Esta semana santa, los cuatro días los hemos pasado en la Costa Brava. Encontramos un hotel en el último momento que nos gustó, cerca de un complejo de golf. No he jugado nunca, pero la verdad creo que se me daría bien porque creo que tengo buenos reflejos, puntería y precisión. Cada uno sabe sus puntos fuertes y sus limitaciones, y así como te digo que no me gusta el padel pues lo encuentro caótico y con poco estilo, no me importaría probar jugar al golf en otra ocasión.

Sin embargo lo más curioso de estos días ha sido constatar como cambia la percepción del tiempo cuando estas fuera de casa. Los ritmos son otros, porque evidentemente no haces las mismas cosas que en tu casa, he tenido la extraña sensación, cómo si el tiempo se doblase, a mi estos días me han cundido como si hubiera sido una semana entera.

Supongo que es porque no hay nada que hacer. Y eso que hemos hecho muchas cosas, leído, echado siestas, muchas risas porque íbamos con unos amigos muy simpáticos y con muchos niños, compartido todas las comidas y cenas,  paseado por S'Agaró, hasta un sauna con alemán desnudo incluido... que para ser la primera vez que se tomaba una sauna mi amiga vaya recuerdo memorable, jugado al billar y al pin pong, nos hemos relajado en la terraza de la piscina.
Pero la tónica general ha sido esa sensación de paréntesis, como si se hubiera ralentizado mi percepción del tiempo, como si sobrase tiempo y eso que suele decirse que cuando te lo estás pasando bien el tiempo parece que pasa más rápido.

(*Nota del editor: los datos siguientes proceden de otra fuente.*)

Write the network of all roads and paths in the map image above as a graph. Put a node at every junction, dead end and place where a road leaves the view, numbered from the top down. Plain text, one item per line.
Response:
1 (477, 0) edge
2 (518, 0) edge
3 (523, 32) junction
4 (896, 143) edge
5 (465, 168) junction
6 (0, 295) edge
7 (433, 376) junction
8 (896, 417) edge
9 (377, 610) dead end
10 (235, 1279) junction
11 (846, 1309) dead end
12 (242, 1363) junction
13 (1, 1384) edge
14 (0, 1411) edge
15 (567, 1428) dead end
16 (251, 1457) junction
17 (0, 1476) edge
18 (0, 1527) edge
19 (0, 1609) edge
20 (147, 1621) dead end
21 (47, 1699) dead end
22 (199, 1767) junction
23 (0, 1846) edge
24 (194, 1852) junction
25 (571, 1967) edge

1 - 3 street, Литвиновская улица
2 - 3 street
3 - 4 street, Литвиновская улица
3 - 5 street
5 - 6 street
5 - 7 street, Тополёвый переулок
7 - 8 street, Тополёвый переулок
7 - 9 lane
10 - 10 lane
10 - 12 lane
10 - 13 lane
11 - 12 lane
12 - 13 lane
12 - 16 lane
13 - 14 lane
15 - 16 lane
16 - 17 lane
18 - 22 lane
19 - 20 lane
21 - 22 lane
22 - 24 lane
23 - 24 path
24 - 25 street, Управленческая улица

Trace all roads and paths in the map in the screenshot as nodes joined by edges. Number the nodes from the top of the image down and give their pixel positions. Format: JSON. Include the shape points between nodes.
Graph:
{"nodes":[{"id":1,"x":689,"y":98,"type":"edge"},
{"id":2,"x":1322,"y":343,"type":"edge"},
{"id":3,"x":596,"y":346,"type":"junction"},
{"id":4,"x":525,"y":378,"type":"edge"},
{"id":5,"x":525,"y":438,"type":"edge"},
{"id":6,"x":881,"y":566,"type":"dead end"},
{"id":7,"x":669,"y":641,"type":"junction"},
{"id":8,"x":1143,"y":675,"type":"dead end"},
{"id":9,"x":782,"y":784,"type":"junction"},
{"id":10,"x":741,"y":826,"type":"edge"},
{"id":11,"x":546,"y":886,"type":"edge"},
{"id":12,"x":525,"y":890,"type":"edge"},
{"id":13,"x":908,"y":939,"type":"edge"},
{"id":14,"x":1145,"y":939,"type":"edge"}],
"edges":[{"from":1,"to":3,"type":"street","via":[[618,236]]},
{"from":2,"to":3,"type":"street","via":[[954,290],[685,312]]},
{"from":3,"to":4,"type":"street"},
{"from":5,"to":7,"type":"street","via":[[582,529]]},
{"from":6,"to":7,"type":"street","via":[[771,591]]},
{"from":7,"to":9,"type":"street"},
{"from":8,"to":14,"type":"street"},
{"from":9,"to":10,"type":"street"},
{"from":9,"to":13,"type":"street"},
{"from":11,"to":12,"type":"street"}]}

Pues esta vez no, a mi no me ocurrió. Debe ser por qué no duermo igual fuera que en casa. Tuve muchos sueños esos días y eso que las camas y las almohadas eran realmente estupendas.

Será la calma, los paisajes y esos apartamentos que parecen casitas de juguete, con sus seis vasitos, sus seis platitos, sus seis bols, sus seis tacitas, su nespresso (humm) y su cajón de menaje, dispuesto...como si tuvieras que ponerte a operar en vez de preparar unos spaguetti con pesto.

La verdad  es que hemos disfrutado de estos días. De volver a los paisajes que ya conocemos pero que no por ello pierden su encanto.

1 comentario:

jonceltic dijo...

Lo mejor de los descansos es lo que desconectas de todo, sublime.